Sadly, over the past three months, organized labor in the US has been moving slowly when it comes to taking an active stand against the destruction of Gaza and the slaughter of Palestinians. Now, that is not to discount the brave and necessary actions that certain national unions, local unions, and rank-and-file groups have taken, over the past three months and even before, to stand against the violence of Israeli occupation like the United Electrical Workers, the United Auto Workers, Starbucks Workers United, and so on. But sadly those groups are largely the exception rather than the rule, or at least that has been the case over the past three months. But it hopefully looks like that is changing.

I want to introduce our incredible guests today who are going to talk to us about their role in fighting the violence of occupation, ending the madness of the destruction of Gaza, and why they as workers and unionists feel compelled to attend the March on Washington for Gaza this Saturday. I could not be more honored to be joined today on The Real News Network Podcast by Emma Mae Weber. Emma is a Milwaukeean and a member of SEIU Local 500, which is the Service Employees International Union Local 500, and she is also a union steward.

We are also joined today by a friend of The Real News and a previous guest on The Real News, Ryan Harvey. Ryan is a Baltimorean, an organizer, and a member of SEIU Local 500 as well. Emma, and Ryan, thank you both so much for joining me today on The Real News Network.

Ryan Harvey:  Thanks for having us.

Emma Mae Weber:  Yeah. Thank you.

Maximillian Alvarez:  Well, I appreciate you guys making time for this. I know you’ve got a lot going on and we are recording this a few days ahead of this big march planned for Washington on Saturday. I want to jump right into it here and I want to go around the table and have y’all introduce yourselves in more depth than I was able to do just now. I want to ask if you could tell our audience a little more about yourselves as rank-and-file workers. What kind of work do you do in your day-to-day life? How have you gotten involved in labor organizing and the labor movement? And also talk to us about how and when you got involved in the current fight for a ceasefire and the longer fight to end the Israeli occupation. And tell us about how those two sides of your lives have converged and come together at this moment.

Ryan Harvey:  Yeah. I can start, Max. Thanks for having us again, and shout out to The Real News, shout out to Baltimore. I work for Public Citizen, which is a progressive nonprofit founded by Ralph Nader many decades ago. I work in global trade policy, so pushing for and developing progressive international trade policy and also fighting against neoliberal trade policies wherever they rear their head. I’m not speaking today on behalf of my employer, but I’m also a member of a union. Our staff is unionized through SEIU Local 500 and our union represents a lot of educators and a lot of nonprofit workers, some grad students, and adjunct professors. We represent non-teaching staff at Montgomery County Public Schools, we represent adjunct professors, and grad students at American University, Goucher College, McDaniel, Micah in Baltimore, Howard University, Georgetown, and a bunch of other places. As well as places like Media Matters, Oxfam, Public Citizen, ActionAid, and a number of others. So that’s who we represent.
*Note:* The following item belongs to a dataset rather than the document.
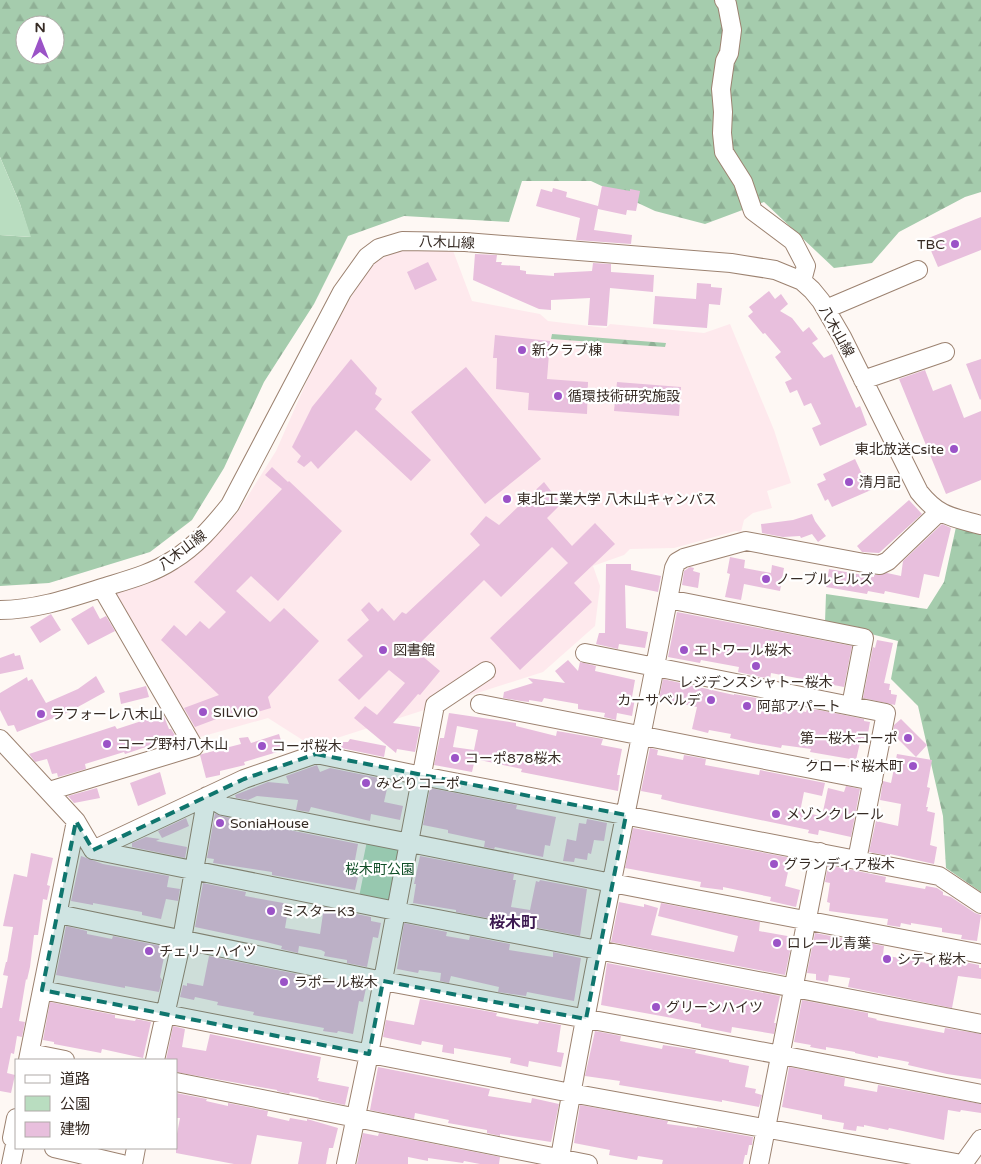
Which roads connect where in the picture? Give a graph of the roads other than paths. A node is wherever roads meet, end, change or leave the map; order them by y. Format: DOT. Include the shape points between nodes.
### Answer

Before I pass it over Emma for your intro, I’ll say that what we’ve been part of… We’ve formed a little group – I wouldn’t say little, there’s a lot of us – Called SEIU Local 500 Rank and File for Palestine. There’s a bunch of groups like this around the country from different unions who are, I would say, largely part of a generation who have been brought into the labor movement as young people or as young adults and who look not only to our union leadership nationally and locally but also to ourselves and our colleagues as members of unions. We see unions as being a lot bigger than what’s in our contract and what the union means for us as workers. We also think about it as a venue of democratic… What’s the word? Like building democratic pressure.

These are organizations that represent people. They’re made up of members. They’re democratic bodies. And we live in a country and a world that’s sorely lacking in real democracy. We see these venues as things that we should be able to organize within and use as forums through which people can express their opinions but impact policies where something like what’s happening in Gaza with the US role is wildly unpopular. So these are venues through which can be expressed and something can be done about it. So yeah, Emma Mae, what you got?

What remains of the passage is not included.